Le client n’a pas toujours raison

11 novembre 2024

Auteurs

Matthew Finio

Content Writer, IBM Consulting

Amanda Downie

Editorial Content Strategist, IBM

Le client n’a pas toujours raison

Au restaurant, un client termine son repas, puis se plaint de la qualité de la nourriture et demande une réduction. Un client retourne un appareil électronique qui a pris l’eau et exige que le magasin honore la garantie et ignore l’utilisation abusive évidente qu’il a en a faite. Dans un avion, un passager change de place et choisit un siège vide en classe supérieure, sans avoir payé pour ce surclassement.

Dans les entreprises, quelles sont les limites définies quant aux demandes des clients ? 75 % des PDG pensent que la compréhension des besoins des clients est le facteur le plus critique pour stimuler la croissance de l’entreprise.1 Cependant, un modèle de gestion adhérant strictement au principe « Le client a toujours raison » n’est ni pratique ni bénéfique. C’est une règle qui peut créer de sérieux problèmes et encourager des comportements déraisonnables ou grossiers. 

Histoire de la devise « Le client a toujours raison »
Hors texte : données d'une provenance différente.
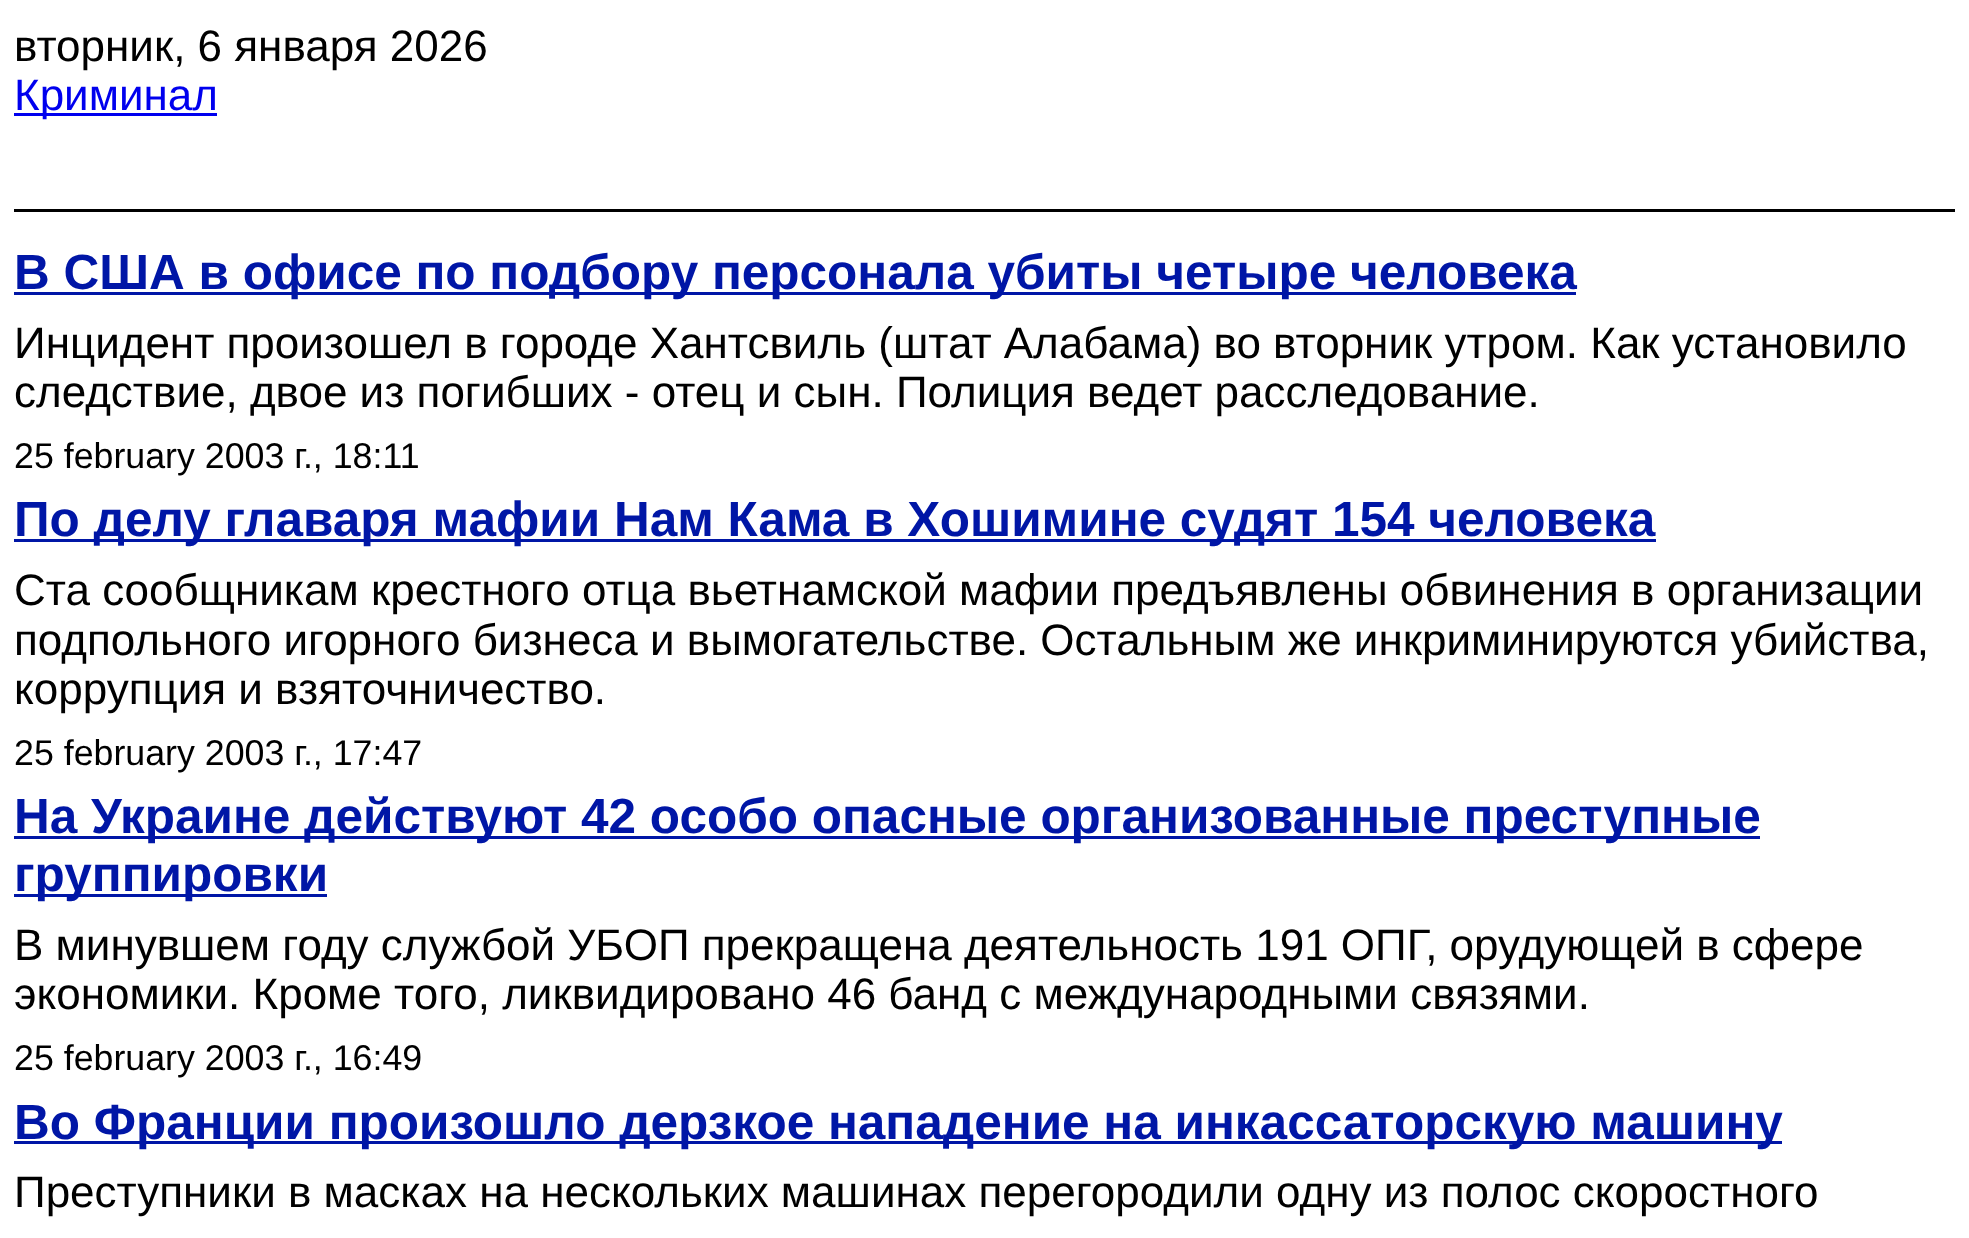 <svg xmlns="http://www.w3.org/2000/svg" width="1969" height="1238">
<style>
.a{font:44px Liberation Sans;fill:#000}
.b{font:44px Liberation Sans;fill:#00e}
.c{font:bold 49.5px Liberation Sans;fill:#0016a6}
.d{font:35.75px Liberation Sans;fill:#000}
</style>
<rect width="100%" height="100%" fill="#fff"/>
<path fill="#000" d="M14 209h1941v3H14z"/>
<path fill="#00e" d="M14 113h203v3H14z"/>
<path fill="#0016a6" d="M14 292h1562v3H14z"/>
<path fill="#0016a6" d="M14 539h1642v3H14z"/>
<path fill="#0016a6" d="M14 836h1746v3H14z"/>
<path fill="#0016a6" d="M14 894h313v3H14z"/>
<path fill="#0016a6" d="M14 1141h1768v3H14z"/>
<text class="a" x="14" y="61">вторник, 6 января 2026</text>
<text class="b" x="14" y="110">Криминал</text>
<text class="c" x="14" y="289">В США в офисе по подбору персонала убиты четыре человека</text>
<text class="a" x="14" y="358">Инцидент произошел в городе Хантсвиль (штат Алабама) во вторник утром. Как установило</text>
<text class="a" x="14" y="407">следствие, двое из погибших - отец и сын. Полиция ведет расследование.</text>
<text class="d" x="14" y="468">25 february 2003 г., 18:11</text>
<text class="c" x="14" y="536">По делу главаря мафии Нам Кама в Хошимине судят 154 человека</text>
<text class="a" x="14" y="605">Ста сообщникам крестного отца вьетнамской мафии предъявлены обвинения в организации</text>
<text class="a" x="14" y="655">подпольного игорного бизнеса и вымогательстве. Остальным же инкриминируются убийства,</text>
<text class="a" x="14" y="704">коррупция и взяточничество.</text>
<text class="d" x="14" y="765">25 february 2003 г., 17:47</text>
<text class="c" x="14" y="833">На Украине действуют 42 особо опасные организованные преступные</text>
<text class="c" x="14" y="891">группировки</text>
<text class="a" x="14" y="960">В минувшем году службой УБОП прекращена деятельность 191 ОПГ, орудующей в сфере</text>
<text class="a" x="14" y="1009">экономики. Кроме того, ликвидировано 46 банд с международными связями.</text>
<text class="d" x="14" y="1070">25 february 2003 г., 16:49</text>
<text class="c" x="14" y="1139">Во Франции произошло дерзкое нападение на инкассаторскую машину</text>
<text class="a" x="14" y="1207">Преступники в масках на нескольких машинах перегородили одну из полос скоростного</text>
</svg>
L’expression « Le client a toujours raison », attribuée au détaillant londonien du début du 20e siècle, Harry Gordon Selfridge, est apparue alors que le service client était loin d’être la priorité qu’il est aujourd’hui. À la fin du 19e et au début du 20e siècle, les achats étaient en majeure partie transactionnels, guidés par ce simple avertissement au consommateur : « soyez un acheteur averti ». Les détaillants vendaient souvent des produits défectueux, faisaient des promesses exagérées et offraient un support minime, laissant les acheteurs gérer ces risques par eux-mêmes.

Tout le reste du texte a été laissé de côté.